Description
Apache Iceberg version
1.8.1 (latest release)
Query engine
Spark
Please describe the bug 🐞
When running two concurrent MERGE INTO
operations on an Apache Iceberg table, I expect them to be idempotent -- meaning Iceberg should either detect conflicts and resolve them or fail one of the jobs to prevent data inconsistencies.
However, Iceberg determines the operation type dynamically based on the result of the join condition, which can lead to unexpected behavior:
- If a match is found, Iceberg treats it as an overwrite operation and fails the second job due to conflicting commits.
- If no match is found, Iceberg considers it an append operation and attempts to resolve conflicts by creating a new manifest for appended data, as explained in the Cost of Retries doc.
This behavior introduces a problem:
If the dataset is large enough and neither job finds a match, both will proceed with appending data independently, causing duplicate records.
Reproduction Steps
Running the following query in concurrent jobs can result in duplicate data if no matching records exist in dest
:
MERGE INTO dest
USING src
ON dest.id = src.id
WHEN NOT MATCHED THEN
INSERT *
-- even with update action, we'll have the same issue
-- WHEN MATCHED THEN
-- UPDATE SET *
I initially expected the operation type to be determined by the query itself (i.e., always "append" in the query without UPDATE
action). However, through testing, I found that Iceberg decides the operation type at runtime, based on the actual join results.

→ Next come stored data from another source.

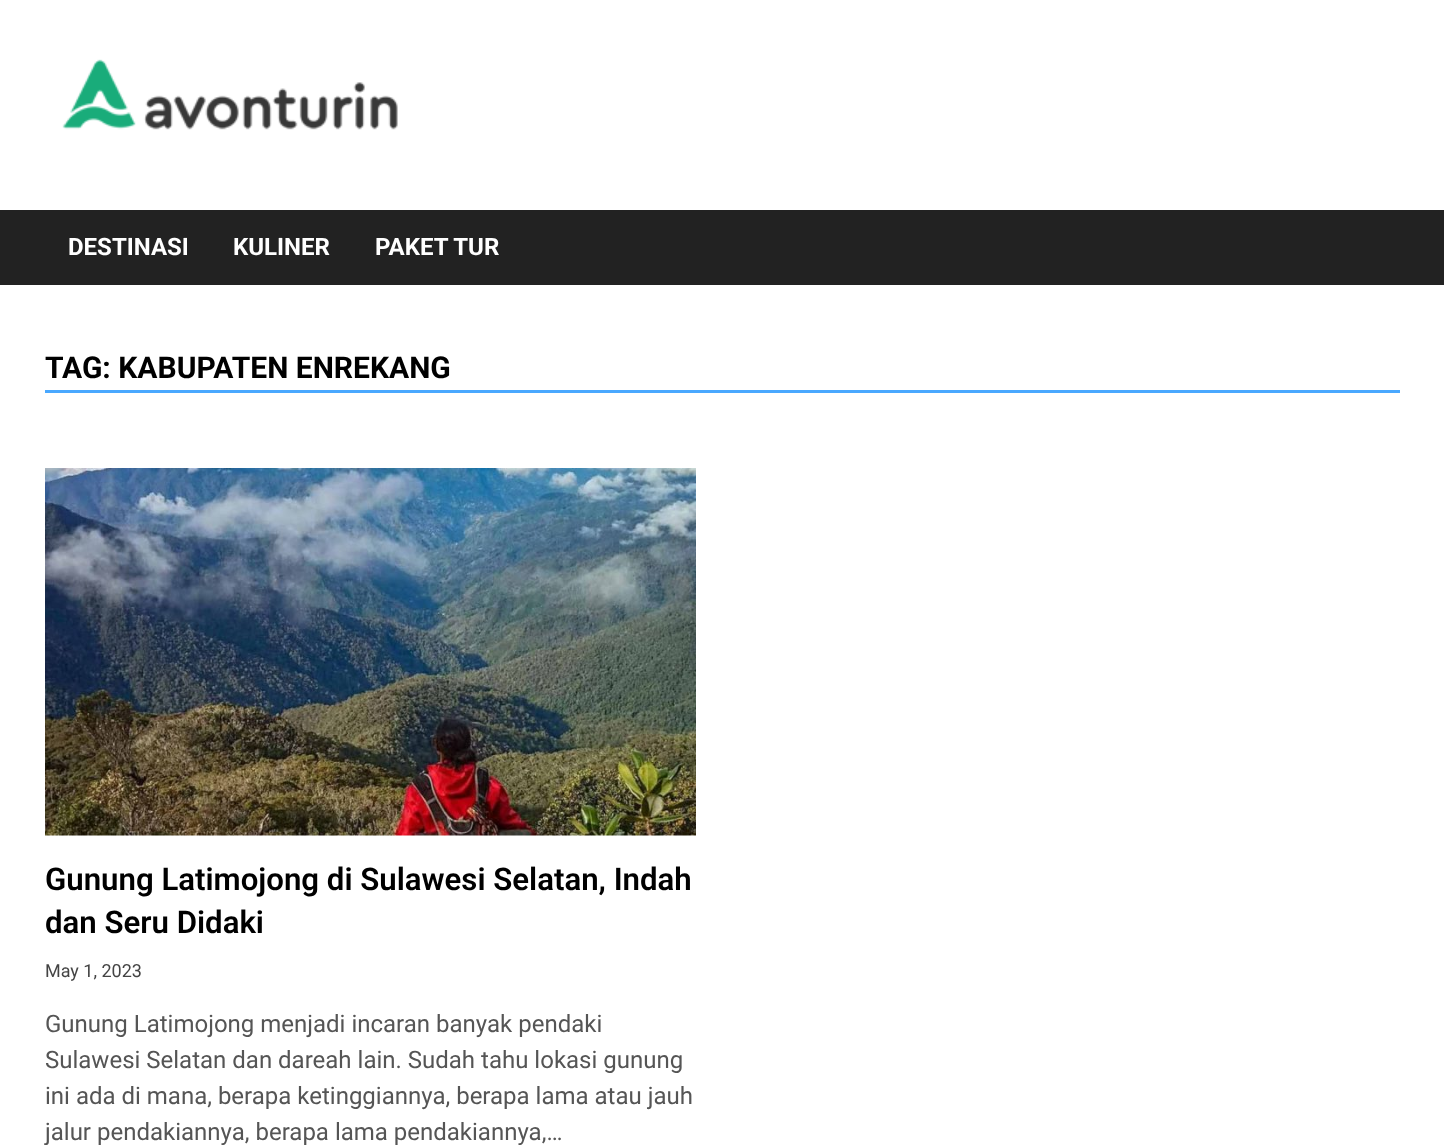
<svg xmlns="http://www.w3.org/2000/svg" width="1444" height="1145">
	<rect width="100%" height="100%" fill="#FFFFFF" />
	<image x="62" y="59" width="336" height="71" href="assets/img1.png" />
	<rect x="0" y="210" width="1444" height="75" fill="#222222" />
	<g font-family="Roboto" font-size="24" font-weight="700" fill="#FFFFFF">
		<text x="68" y="255">DESTINASI</text>
		<text x="233" y="255">KULINER</text>
		<text x="375" y="255">PAKET TUR</text>
	</g>
	<rect x="45" y="390" width="1355" height="3" fill="#49A8FF" />
	<text x="45" y="378" font-family="Roboto" font-size="30" font-weight="700" fill="#000000">TAG: KABUPATEN ENREKANG</text>
	<image x="45" y="468" width="651" height="368" href="assets/img2.png" />
	<g font-family="Roboto" font-size="31.2" font-weight="600" fill="#000000">
		<text x="45" y="890">Gunung Latimojong di Sulawesi Selatan, Indah</text>
		<text x="45" y="933">dan Seru Didaki</text>
	</g>
	<text x="45" y="977" font-family="Roboto" font-size="18" fill="#444444">May 1, 2023</text>
	<g font-family="Roboto" font-size="24" fill="#555555">
		<text x="45" y="1032">Gunung Latimojong menjadi incaran banyak pendaki</text>
		<text x="45" y="1068">Sulawesi Selatan dan dareah lain. Sudah tahu lokasi gunung</text>
		<text x="45" y="1104">ini ada di mana, berapa ketinggiannya, berapa lama atau jauh</text>
		<text x="45" y="1140">jalur pendakiannya, berapa lama pendakiannya,…</text>
	</g>
</svg>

This makes MERGE INTO
non-idempotent, leading to unintended duplicate inserts.
Expected Behavior
Iceberg should ensure idempotency for MERGE INTO
, preventing duplicate data when no matches are found.
Additional Context
- Iceberg version: 1.8.1
- Iceberg catalog: Glue catalog (type
glue
) with S3 FileIO - Spark version: 3.5.5
Would love to hear if others have encountered this or if there's a recommended workaround.
Willingness to contribute
- I can contribute a fix for this bug independently
- I would be willing to contribute a fix for this bug with guidance from the Iceberg community
- I cannot contribute a fix for this bug at this time